Filebeat module for modsecurity v3

Elastic Stack Beats
1

Hi,

I'm trying to write a new filebeat module for modsecurity v3.

I followed the tutorial on the website (https://www.elastic.co/guide/en/beats/devguide/current/filebeat-modules-devguide.html) but I am stuck on 'create-fields'.

The steps I executed:
Creating the module with:
make create-module MODULE=modsecurity3

I did not adjust any of the generated files at this moment.

Next step:
make create-fileset MODULE=modsecurity3 FILESET=auditlog

The configuration file module/modsecurity3/auditlog/manifest.yml:
module_version: 1.0

var:
  - name: paths
    default:
      - /var/log/modsecurity/**

ingest_pipeline: ingest/pipeline.json
input: config/auditlog.yml

requires.processors:
  - name: user_agent
    plugin: ingest-user-agent
  - name: geoip
    plugin: ingest-geoip

Config file module/modsecurity3/auditlog/config/auditlog.yml:

type: log
paths:
{{ range $i, $path := .paths }}
 - {{$path}}
{{ end }}
exclude_files: [".gz$", "modsec-index", "modsec-index.1"]
json.keys_under_root: true
json.add_error_key: true
close_eof: true

Reasoning for this:
The modsecurity logs are written in json to a log file per event. So there is one json object per file. So immediately close the log file after it has been read.

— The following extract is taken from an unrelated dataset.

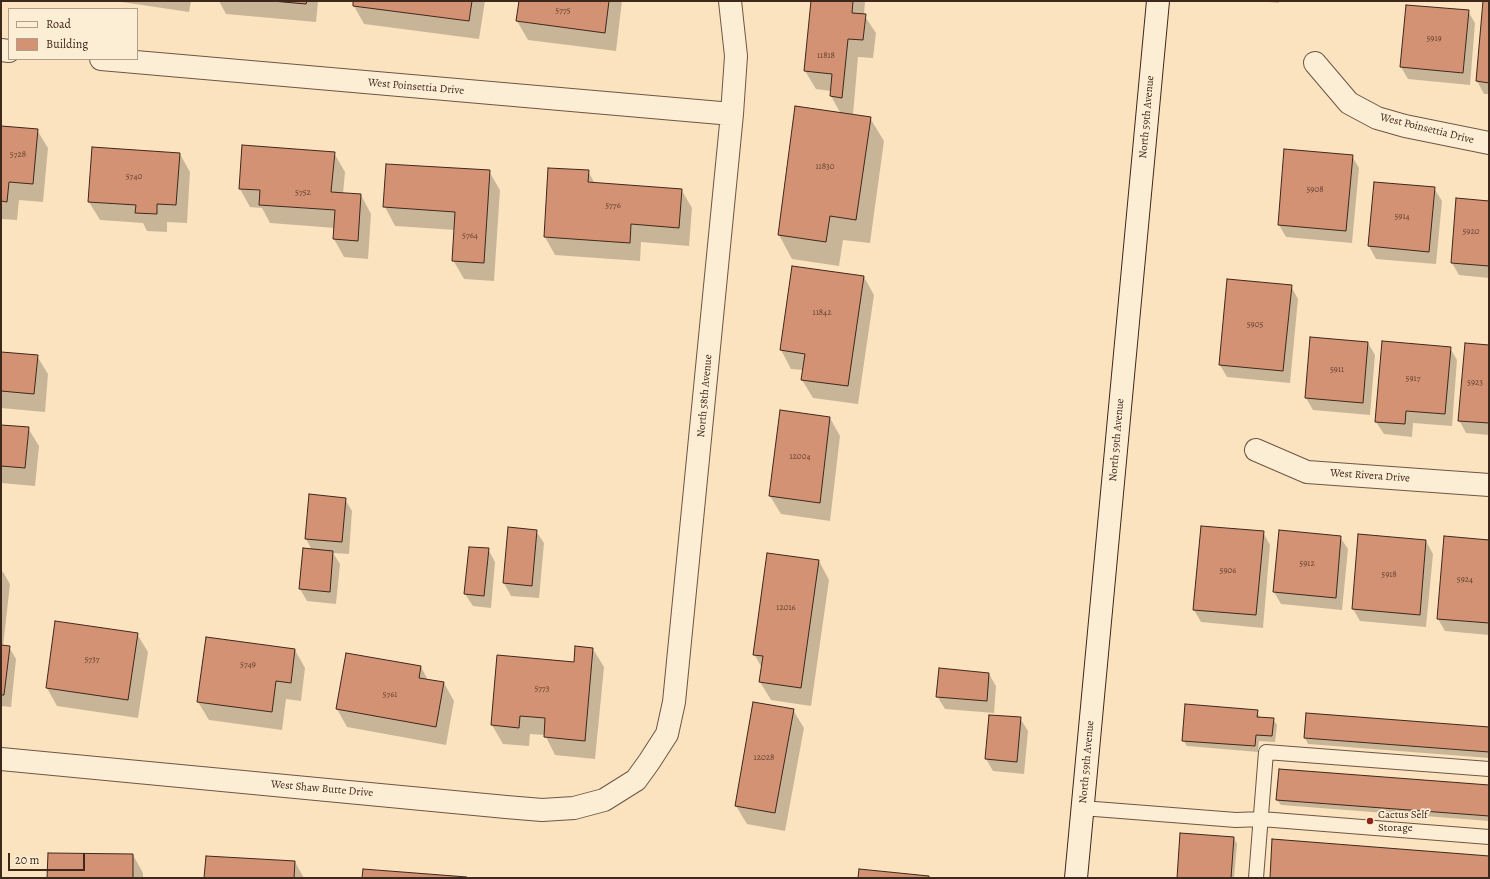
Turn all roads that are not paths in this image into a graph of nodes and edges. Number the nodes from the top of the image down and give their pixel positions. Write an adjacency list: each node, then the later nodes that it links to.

Config file module/modsecurity3/auditlog/ingest/pipeline.json:

{
  "description": "Pipeline for parsing ModSecurity v3 auditlog logs",
  "processors": [
    {
		"json": {
			"field": "transaction",
			"add_to_root": true
		}
	},{
		"rename": {
			"field": "@timestamp",
			"target_field": "read_timestamp",
			"ignore_missing": true
		}
	},{
		"user_agent": {
			"field": "modsecurity3.auditlog.transaction.request.headers.user-agent"
		}
	},{
		"date": {
			"field": "modsecurity3.auditlog.transaction.time_stamp",
			"target_field": "@timestamp",
			"formats": ["EEE, d MMM yyyy HH:mm:ss z"]
		}
	},{
		"geoip": {
			"field": "modsecurity3.auditlog.transaction.client_ip",
			"ignore_missing": true
		}
	}
  ],
  "on_failure" : [{
    "set" : {
      "field" : "error.message",
      "value" : "{{ _ingest.on_failure_message }}"
    }
  }]
}

At this point the tutorial says to generate a fields.yml by using the following command, but that fails with:
$ make create-fields MODULE=modsecurity3 FILESET=auditlog
Error while generating fields.yml: cannot generate fields.yml: No patterns in pipeline
exit status 2
make: *** [Makefile:28: create-fields] Error 1

I am obviously doing something wrong in the pipeline configuration (pipeline.json). But I cannot find out what I am doing wrong.

Regards, Matthijs

2

This topic was automatically closed 28 days after the last reply. New replies are no longer allowed.